Les tampons-dateurs nous indiquent que la carte a voyagé en janvier 1906 à un moment où la gare venait juste d’être construite puisque de l’ouverture de la ligne Sembadel-Darsac date de 1902. D’ailleurs, les barrières de clôture, apparemment en bois, paraissent toute récentes ! Tout y est, tel que nous avons connu la gare dans notre enfance : l’abri pour les voyageurs côté voie B, le WC que « Tulipe » transformera en garage à la fin des années 90, le quai couvert qui brûla à la même époque.

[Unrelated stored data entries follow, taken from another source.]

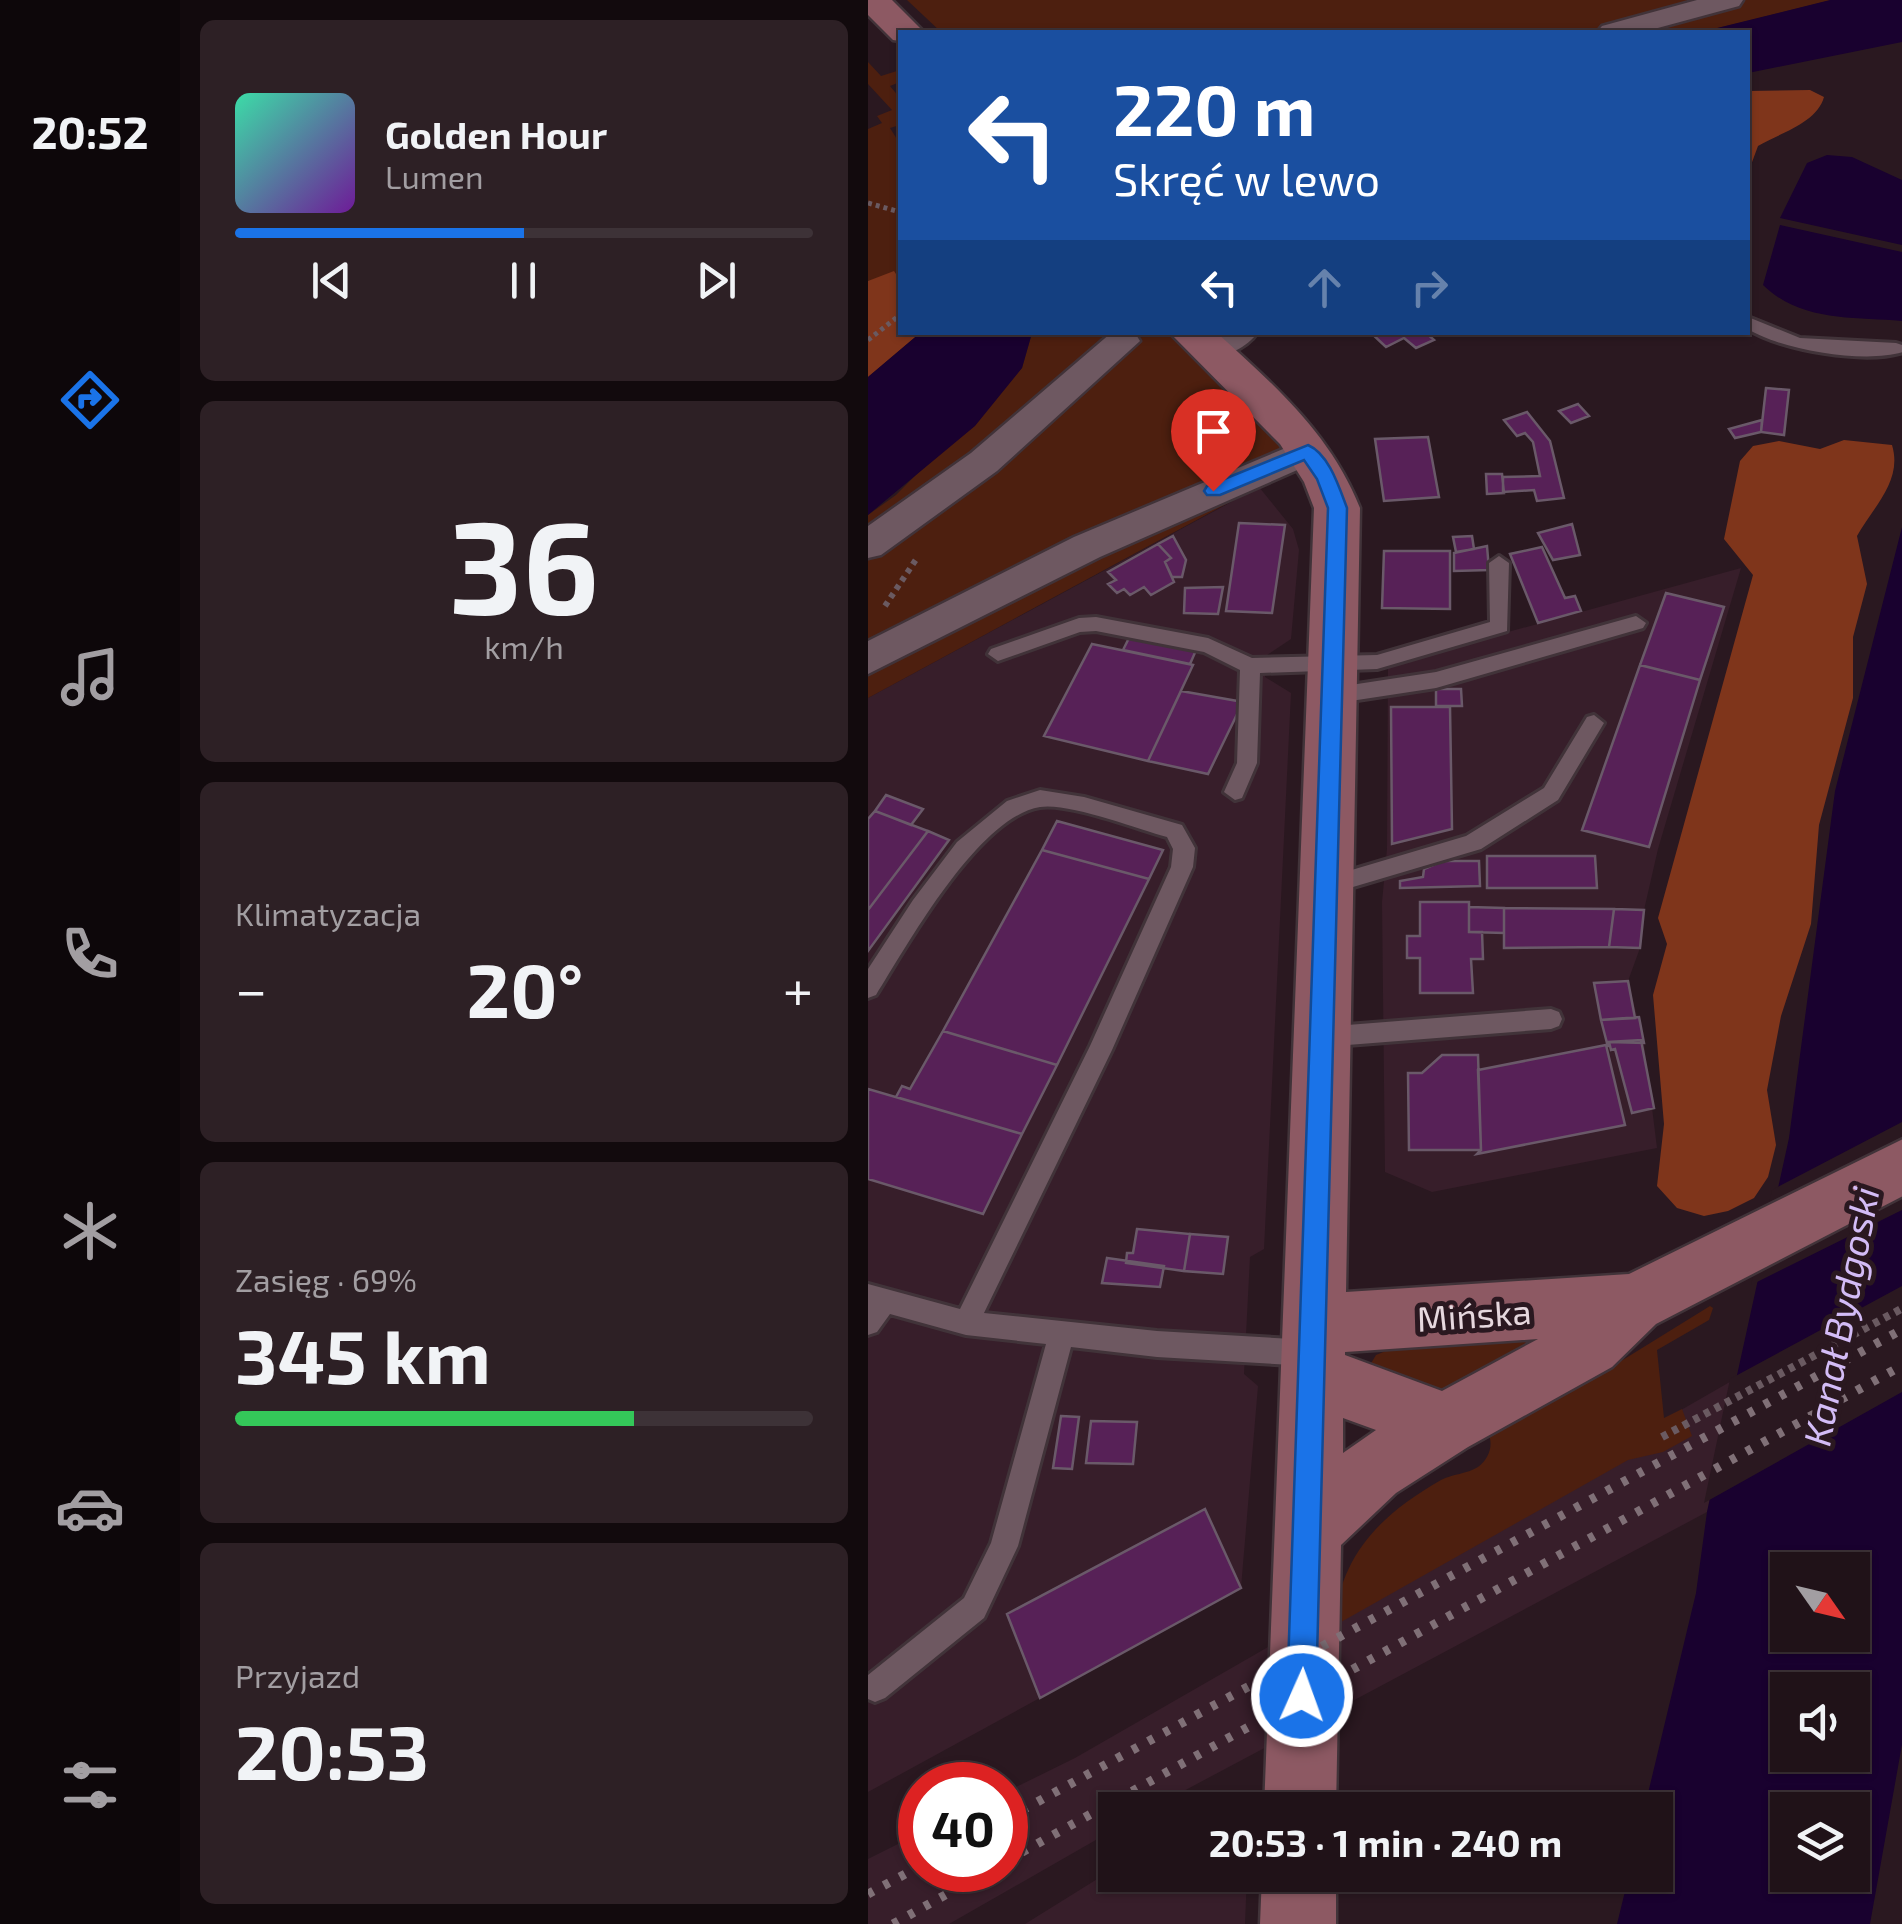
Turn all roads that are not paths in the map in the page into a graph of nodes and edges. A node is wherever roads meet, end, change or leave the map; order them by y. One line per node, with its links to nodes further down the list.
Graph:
1 (872, 0): 3 (street)
2 (1728, 0): 4 (street)
3 (904, 30)
4 (1619, 30)
5 (1750, 323): 8 (lane)
6 (1213, 338): 9 (street)
7 (1123, 341): 10 (street)
8 (1896, 349)
9 (1308, 451): 14 (street); 16 (street)
10 (868, 545)
11 (1499, 563): 16 (lane)
12 (1636, 624): 16 (lane)
13 (998, 654): 15 (lane)
14 (868, 659)
15 (1250, 666): 16 (lane); 18 (lane)
16 (1331, 681): 19 (street)
17 (1594, 723): 19 (lane)
18 (1235, 792)
19 (1326, 886): 22 (street)
20 (868, 988): 27 (lane)
21 (1552, 1020): 22 (lane)
22 (1322, 1037): 29 (street)
23 (1902, 1166): 24 (street, Mińska)
24 (1655, 1293): 29 (street, Mińska); 30 (street, Mińska)
25 (876, 1299): 26 (lane); 27 (lane)
26 (868, 1322)
27 (966, 1323): 28 (lane)
28 (1062, 1334): 29 (lane); 32 (lane)
29 (1314, 1351): 30 (street); 31 (street)
30 (1445, 1424): 31 (street, Mińska)
31 (1306, 1532): 33 (street)
32 (875, 1688)
33 (1300, 1792)
34 (1299, 1892): 35 (street)
35 (1298, 1924)

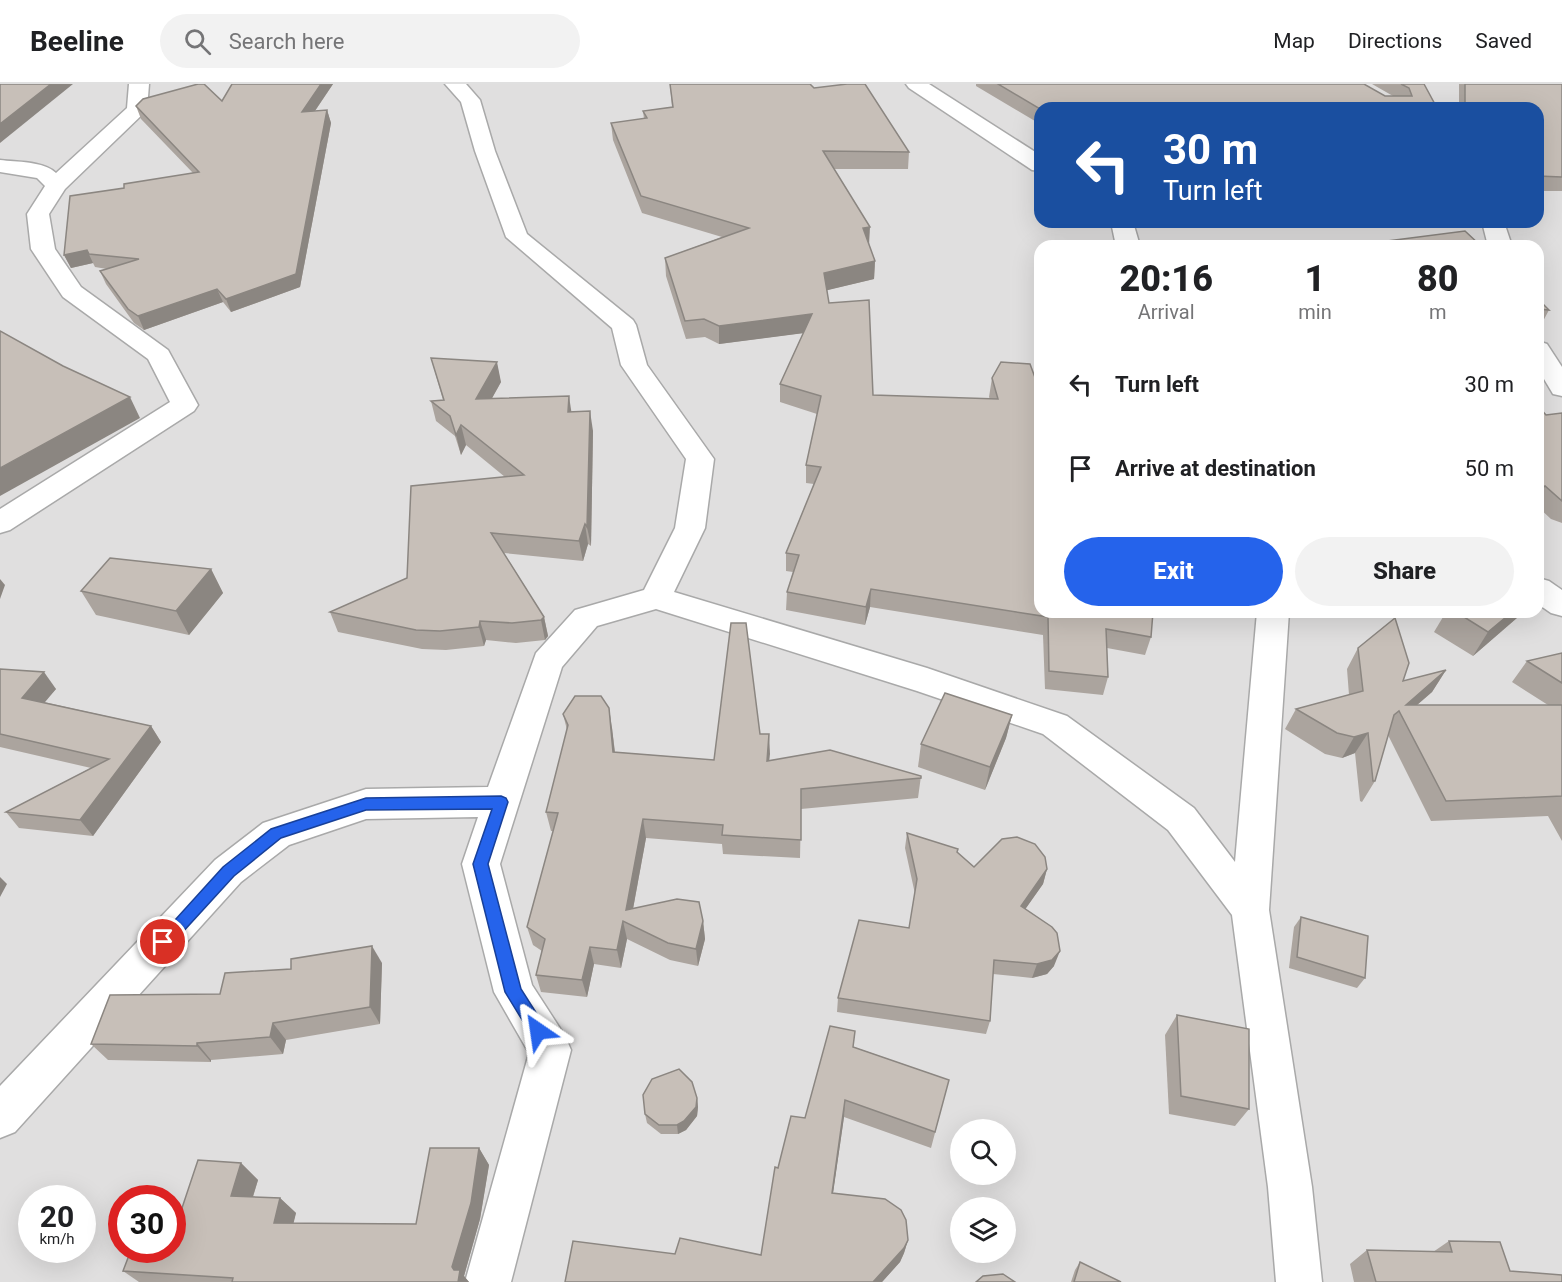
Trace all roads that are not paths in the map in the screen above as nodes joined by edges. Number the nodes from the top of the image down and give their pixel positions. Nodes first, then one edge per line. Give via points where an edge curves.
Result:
1 (139, 84) edge
2 (455, 84) edge
3 (916, 84) edge
4 (1034, 161) edge
5 (0, 166) edge
6 (56, 185) junction
7 (1544, 359) edge
8 (1562, 388) edge
9 (0, 523) edge
10 (1544, 593) edge
11 (656, 598) junction
12 (1562, 606) edge
13 (1273, 618) edge
14 (501, 802) junction
15 (1250, 910) junction
16 (0, 1117) edge
17 (488, 1282) edge
18 (1299, 1282) edge

1 - 6 street via 137,110
2 - 11 street via 470,100 517,237 624,324 634,365 700,459 690,528
3 - 4 street
5 - 6 street via 44,173
6 - 9 street via 38,214 43,249 72,292 159,355 185,405
7 - 8 street
10 - 12 street
11 - 14 street via 586,618 547,662
11 - 15 street via 1055,724 1181,819
13 - 15 street
14 - 16 street via 366,804 276,834 228,872
14 - 17 street via 481,864 514,992 550,1050
15 - 18 street via 1290,1187

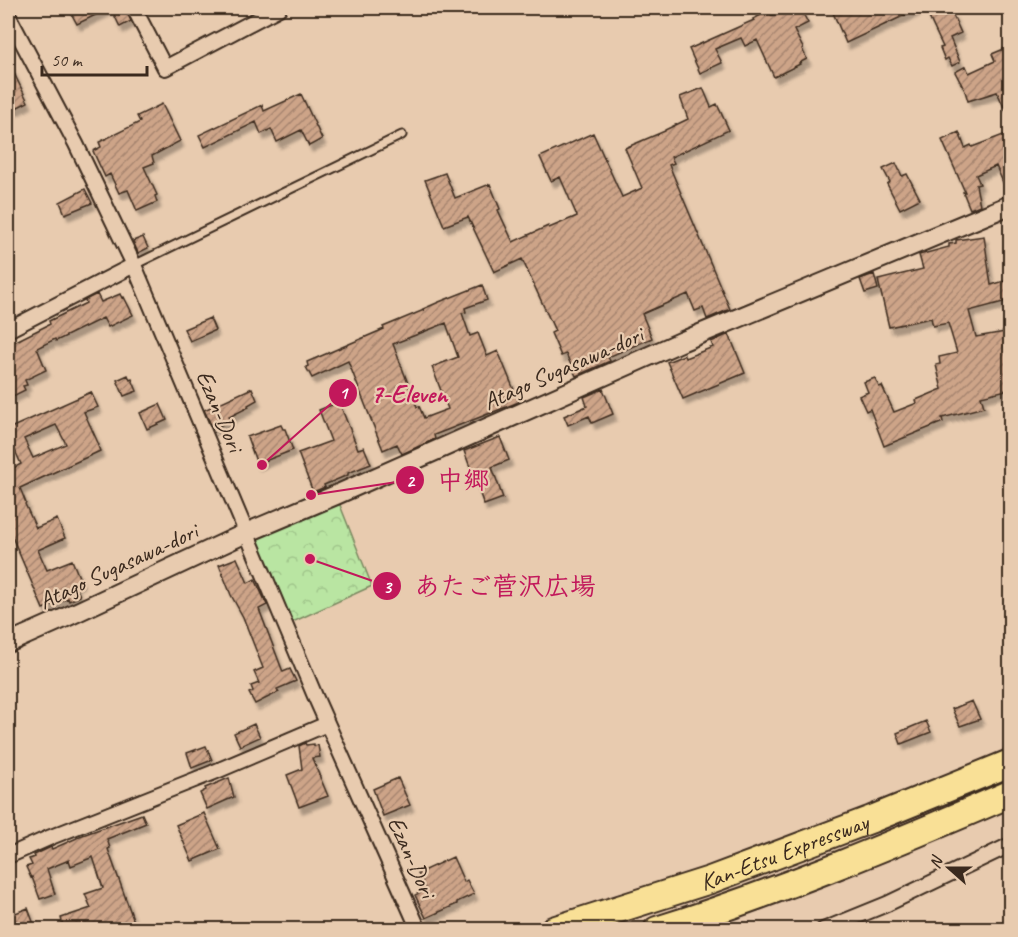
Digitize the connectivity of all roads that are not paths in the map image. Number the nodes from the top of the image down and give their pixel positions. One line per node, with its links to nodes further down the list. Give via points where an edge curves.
1 (134, 8): 2 (street, via 165,68)
2 (279, 8)
3 (8, 15): 6 (street, Ezan-Dori)
4 (402, 135): 6 (lane)
5 (1011, 205): 8 (street, Atago Sugasawa-dori, via 683,341)
6 (134, 265): 7 (street); 8 (street, Ezan-Dori)
7 (8, 330)
8 (246, 532): 9 (street, Atago Sugasawa-dori); 10 (street, Ezan-Dori)
9 (8, 643)
10 (327, 724): 14 (street); 15 (street, Ezan-Dori)
11 (1011, 763): 16 (highway, Kan-Etsu Expressway, via 711,880)
12 (1011, 794): 17 (highway, Kan-Etsu Expressway, via 886,847)
13 (1011, 844): 18 (street)
14 (8, 856)
15 (419, 930)
16 (553, 930)
17 (657, 930)
18 (823, 930)

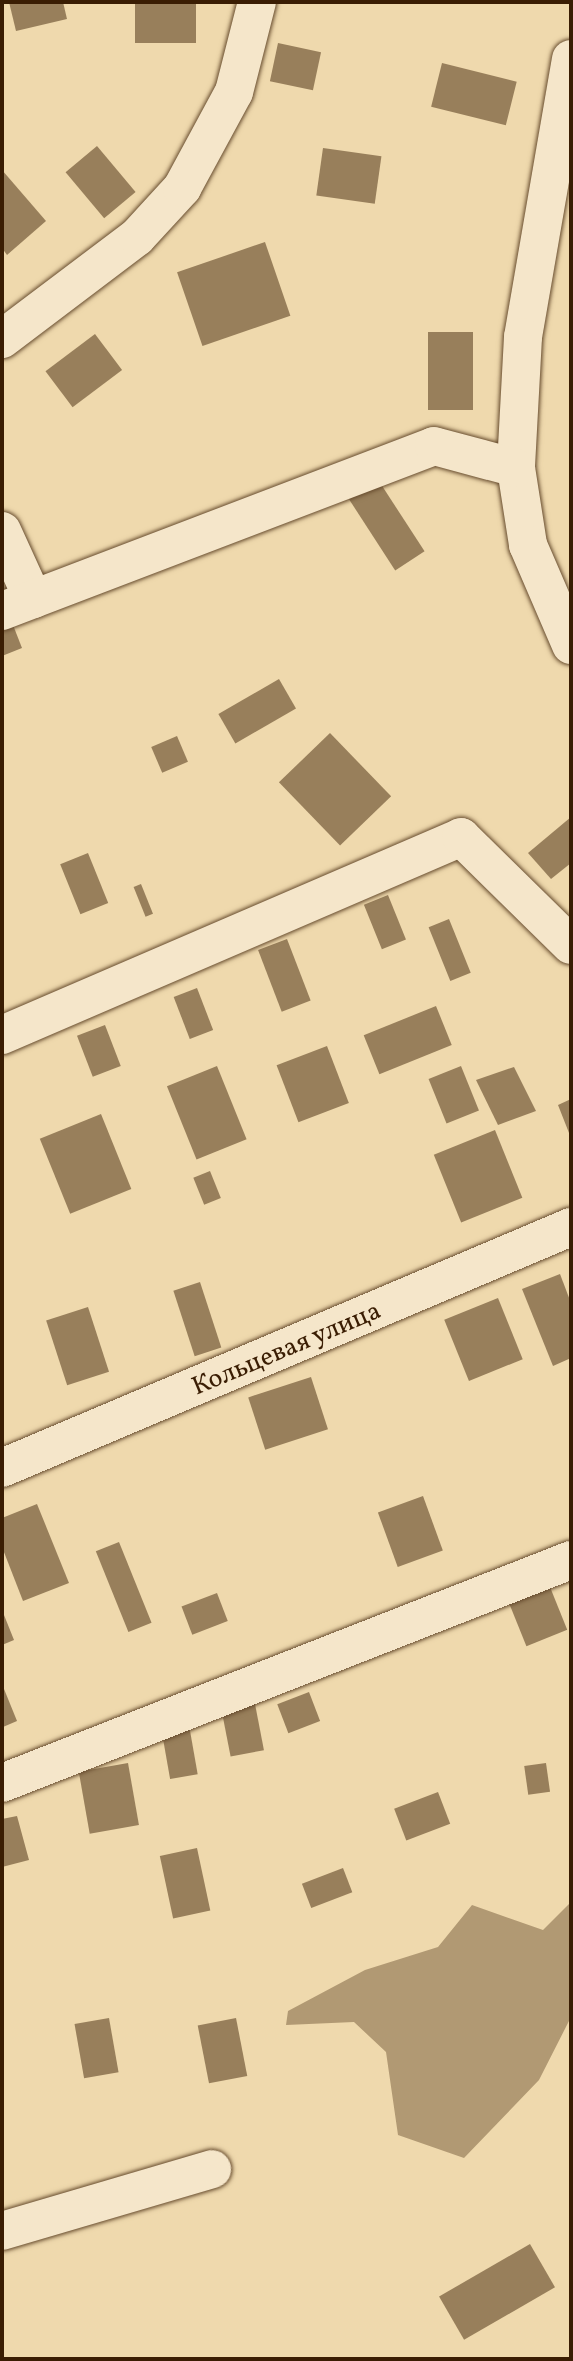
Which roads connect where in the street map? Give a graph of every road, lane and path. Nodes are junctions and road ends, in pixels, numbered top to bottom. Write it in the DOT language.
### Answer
graph roads {
  1 [pos="257,2"];
  2 [pos="571,59"];
  3 [pos="2,339"];
  4 [pos="516,468"];
  5 [pos="2,531"];
  6 [pos="17,605"];
  7 [pos="571,645"];
  8 [pos="571,945"];
  9 [pos="2,1035"];
  10 [pos="571,1227"];
  11 [pos="2,1468"];
  12 [pos="571,1560"];
  13 [pos="2,1783"];
  14 [pos="212,2169"];
  15 [pos="2,2231"];
  1 -- 3 [label="street"];
  2 -- 4 [label="street"];
  4 -- 6 [label="street"];
  4 -- 7 [label="street"];
  5 -- 6 [label="street"];
  8 -- 9 [label="street"];
  10 -- 11 [label="street, Кольцевая улица"];
  12 -- 13 [label="street"];
  14 -- 15 [label="street"];
}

Au 1er plan, les passionnés de chemin de fer admireront une très belle locomotive suivie de son « tender » (terme anglais utilisé pour désigner le wagon d'un type spécial placé immédiatement après la locomotive pour assurer son approvisionnement en charbon et en eau), puis les wagons de voyageurs. Le personnage, si l’on en juge par son uniforme, semble être un employé du PLM (peut-être le chef de gare ?).

À l’arrière-plan, on peut voir de rares maisons sur ce qui n’était alors que le « coudert de Mercier » et où le monument aux Morts sera édifié en 1922.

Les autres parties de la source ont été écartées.